ACTION ITEM
The entries should be restated word for word.

MATERIAL FOR THIS EXERCISE
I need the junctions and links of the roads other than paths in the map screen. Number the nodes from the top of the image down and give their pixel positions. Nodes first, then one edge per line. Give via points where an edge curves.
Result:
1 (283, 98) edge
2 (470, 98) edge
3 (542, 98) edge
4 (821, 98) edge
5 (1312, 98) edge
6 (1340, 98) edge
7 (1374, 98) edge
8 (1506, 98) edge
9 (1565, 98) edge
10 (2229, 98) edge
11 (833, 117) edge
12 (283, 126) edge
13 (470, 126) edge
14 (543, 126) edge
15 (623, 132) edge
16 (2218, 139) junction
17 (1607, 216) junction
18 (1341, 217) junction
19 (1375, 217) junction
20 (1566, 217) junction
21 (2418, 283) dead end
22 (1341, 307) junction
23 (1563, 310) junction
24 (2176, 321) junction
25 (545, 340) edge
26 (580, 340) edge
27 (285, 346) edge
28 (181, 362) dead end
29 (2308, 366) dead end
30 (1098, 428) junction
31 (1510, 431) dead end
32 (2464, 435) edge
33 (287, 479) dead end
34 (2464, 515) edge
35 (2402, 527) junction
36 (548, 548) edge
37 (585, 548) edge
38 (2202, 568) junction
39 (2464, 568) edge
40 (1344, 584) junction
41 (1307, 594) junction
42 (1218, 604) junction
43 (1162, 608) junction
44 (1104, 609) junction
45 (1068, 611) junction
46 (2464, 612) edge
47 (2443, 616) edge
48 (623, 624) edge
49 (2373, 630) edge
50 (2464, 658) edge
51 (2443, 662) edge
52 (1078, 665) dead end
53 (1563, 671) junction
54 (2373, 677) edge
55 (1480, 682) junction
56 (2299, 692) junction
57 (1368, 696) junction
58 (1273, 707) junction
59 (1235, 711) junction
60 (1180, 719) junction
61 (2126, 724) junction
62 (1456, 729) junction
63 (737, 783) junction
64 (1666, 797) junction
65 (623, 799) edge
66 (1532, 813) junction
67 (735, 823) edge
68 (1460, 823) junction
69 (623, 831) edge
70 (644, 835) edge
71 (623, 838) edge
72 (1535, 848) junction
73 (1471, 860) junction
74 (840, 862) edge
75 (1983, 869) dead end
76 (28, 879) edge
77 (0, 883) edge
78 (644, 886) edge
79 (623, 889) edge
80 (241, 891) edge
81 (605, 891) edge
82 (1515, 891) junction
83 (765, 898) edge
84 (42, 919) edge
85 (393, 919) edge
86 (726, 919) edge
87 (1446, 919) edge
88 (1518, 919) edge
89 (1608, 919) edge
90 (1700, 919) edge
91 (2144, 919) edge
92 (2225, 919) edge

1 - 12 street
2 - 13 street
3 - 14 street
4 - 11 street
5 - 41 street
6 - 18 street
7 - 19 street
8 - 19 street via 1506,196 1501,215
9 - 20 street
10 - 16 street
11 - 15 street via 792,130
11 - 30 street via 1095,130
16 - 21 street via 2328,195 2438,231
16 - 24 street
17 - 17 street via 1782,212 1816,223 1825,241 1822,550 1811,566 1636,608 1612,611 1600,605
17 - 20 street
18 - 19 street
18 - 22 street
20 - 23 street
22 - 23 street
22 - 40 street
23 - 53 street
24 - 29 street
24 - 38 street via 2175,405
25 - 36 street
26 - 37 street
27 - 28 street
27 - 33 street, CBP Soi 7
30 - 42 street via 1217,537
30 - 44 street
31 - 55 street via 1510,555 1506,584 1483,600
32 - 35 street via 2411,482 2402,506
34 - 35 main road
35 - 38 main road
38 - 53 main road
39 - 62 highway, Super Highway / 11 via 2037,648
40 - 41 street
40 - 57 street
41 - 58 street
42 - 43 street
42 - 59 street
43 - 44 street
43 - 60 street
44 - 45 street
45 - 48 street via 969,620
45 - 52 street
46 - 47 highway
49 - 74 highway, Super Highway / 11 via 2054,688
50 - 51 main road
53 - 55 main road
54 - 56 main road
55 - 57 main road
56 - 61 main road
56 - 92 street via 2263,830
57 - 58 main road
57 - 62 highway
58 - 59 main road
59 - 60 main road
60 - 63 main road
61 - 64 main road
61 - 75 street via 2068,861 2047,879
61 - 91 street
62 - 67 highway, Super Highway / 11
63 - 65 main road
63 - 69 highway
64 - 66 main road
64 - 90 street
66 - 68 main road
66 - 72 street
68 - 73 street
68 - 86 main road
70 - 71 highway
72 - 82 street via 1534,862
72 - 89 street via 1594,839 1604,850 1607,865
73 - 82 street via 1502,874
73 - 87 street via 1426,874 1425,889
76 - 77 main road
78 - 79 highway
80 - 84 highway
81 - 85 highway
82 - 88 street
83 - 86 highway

TASK RESPONSE
I need the junctions and links of the roads other than paths in the map screen. Number the nodes from the top of the image down and give their pixel positions. Nodes first, then one edge per line. Give via points where an edge curves.
Result:
1 (283, 98) edge
2 (470, 98) edge
3 (542, 98) edge
4 (821, 98) edge
5 (1312, 98) edge
6 (1340, 98) edge
7 (1374, 98) edge
8 (1506, 98) edge
9 (1565, 98) edge
10 (2229, 98) edge
11 (833, 117) edge
12 (283, 126) edge
13 (470, 126) edge
14 (543, 126) edge
15 (623, 132) edge
16 (2218, 139) junction
17 (1607, 216) junction
18 (1341, 217) junction
19 (1375, 217) junction
20 (1566, 217) junction
21 (2418, 283) dead end
22 (1341, 307) junction
23 (1563, 310) junction
24 (2176, 321) junction
25 (545, 340) edge
26 (580, 340) edge
27 (285, 346) edge
28 (181, 362) dead end
29 (2308, 366) dead end
30 (1098, 428) junction
31 (1510, 431) dead end
32 (2464, 435) edge
33 (287, 479) dead end
34 (2464, 515) edge
35 (2402, 527) junction
36 (548, 548) edge
37 (585, 548) edge
38 (2202, 568) junction
39 (2464, 568) edge
40 (1344, 584) junction
41 (1307, 594) junction
42 (1218, 604) junction
43 (1162, 608) junction
44 (1104, 609) junction
45 (1068, 611) junction
46 (2464, 612) edge
47 (2443, 616) edge
48 (623, 624) edge
49 (2373, 630) edge
50 (2464, 658) edge
51 (2443, 662) edge
52 (1078, 665) dead end
53 (1563, 671) junction
54 (2373, 677) edge
55 (1480, 682) junction
56 (2299, 692) junction
57 (1368, 696) junction
58 (1273, 707) junction
59 (1235, 711) junction
60 (1180, 719) junction
61 (2126, 724) junction
62 (1456, 729) junction
63 (737, 783) junction
64 (1666, 797) junction
65 (623, 799) edge
66 (1532, 813) junction
67 (735, 823) edge
68 (1460, 823) junction
69 (623, 831) edge
70 (644, 835) edge
71 (623, 838) edge
72 (1535, 848) junction
73 (1471, 860) junction
74 (840, 862) edge
75 (1983, 869) dead end
76 (28, 879) edge
77 (0, 883) edge
78 (644, 886) edge
79 (623, 889) edge
80 (241, 891) edge
81 (605, 891) edge
82 (1515, 891) junction
83 (765, 898) edge
84 (42, 919) edge
85 (393, 919) edge
86 (726, 919) edge
87 (1446, 919) edge
88 (1518, 919) edge
89 (1608, 919) edge
90 (1700, 919) edge
91 (2144, 919) edge
92 (2225, 919) edge

1 - 12 street
2 - 13 street
3 - 14 street
4 - 11 street
5 - 41 street
6 - 18 street
7 - 19 street
8 - 19 street via 1506,196 1501,215
9 - 20 street
10 - 16 street
11 - 15 street via 792,130
11 - 30 street via 1095,130
16 - 21 street via 2328,195 2438,231
16 - 24 street
17 - 17 street via 1782,212 1816,223 1825,241 1822,550 1811,566 1636,608 1612,611 1600,605
17 - 20 street
18 - 19 street
18 - 22 street
20 - 23 street
22 - 23 street
22 - 40 street
23 - 53 street
24 - 29 street
24 - 38 street via 2175,405
25 - 36 street
26 - 37 street
27 - 28 street
27 - 33 street, CBP Soi 7
30 - 42 street via 1217,537
30 - 44 street
31 - 55 street via 1510,555 1506,584 1483,600
32 - 35 street via 2411,482 2402,506
34 - 35 main road
35 - 38 main road
38 - 53 main road
39 - 62 highway, Super Highway / 11 via 2037,648
40 - 41 street
40 - 57 street
41 - 58 street
42 - 43 street
42 - 59 street
43 - 44 street
43 - 60 street
44 - 45 street
45 - 48 street via 969,620
45 - 52 street
46 - 47 highway
49 - 74 highway, Super Highway / 11 via 2054,688
50 - 51 main road
53 - 55 main road
54 - 56 main road
55 - 57 main road
56 - 61 main road
56 - 92 street via 2263,830
57 - 58 main road
57 - 62 highway
58 - 59 main road
59 - 60 main road
60 - 63 main road
61 - 64 main road
61 - 75 street via 2068,861 2047,879
61 - 91 street
62 - 67 highway, Super Highway / 11
63 - 65 main road
63 - 69 highway
64 - 66 main road
64 - 90 street
66 - 68 main road
66 - 72 street
68 - 73 street
68 - 86 main road
70 - 71 highway
72 - 82 street via 1534,862
72 - 89 street via 1594,839 1604,850 1607,865
73 - 82 street via 1502,874
73 - 87 street via 1426,874 1425,889
76 - 77 main road
78 - 79 highway
80 - 84 highway
81 - 85 highway
82 - 88 street
83 - 86 highway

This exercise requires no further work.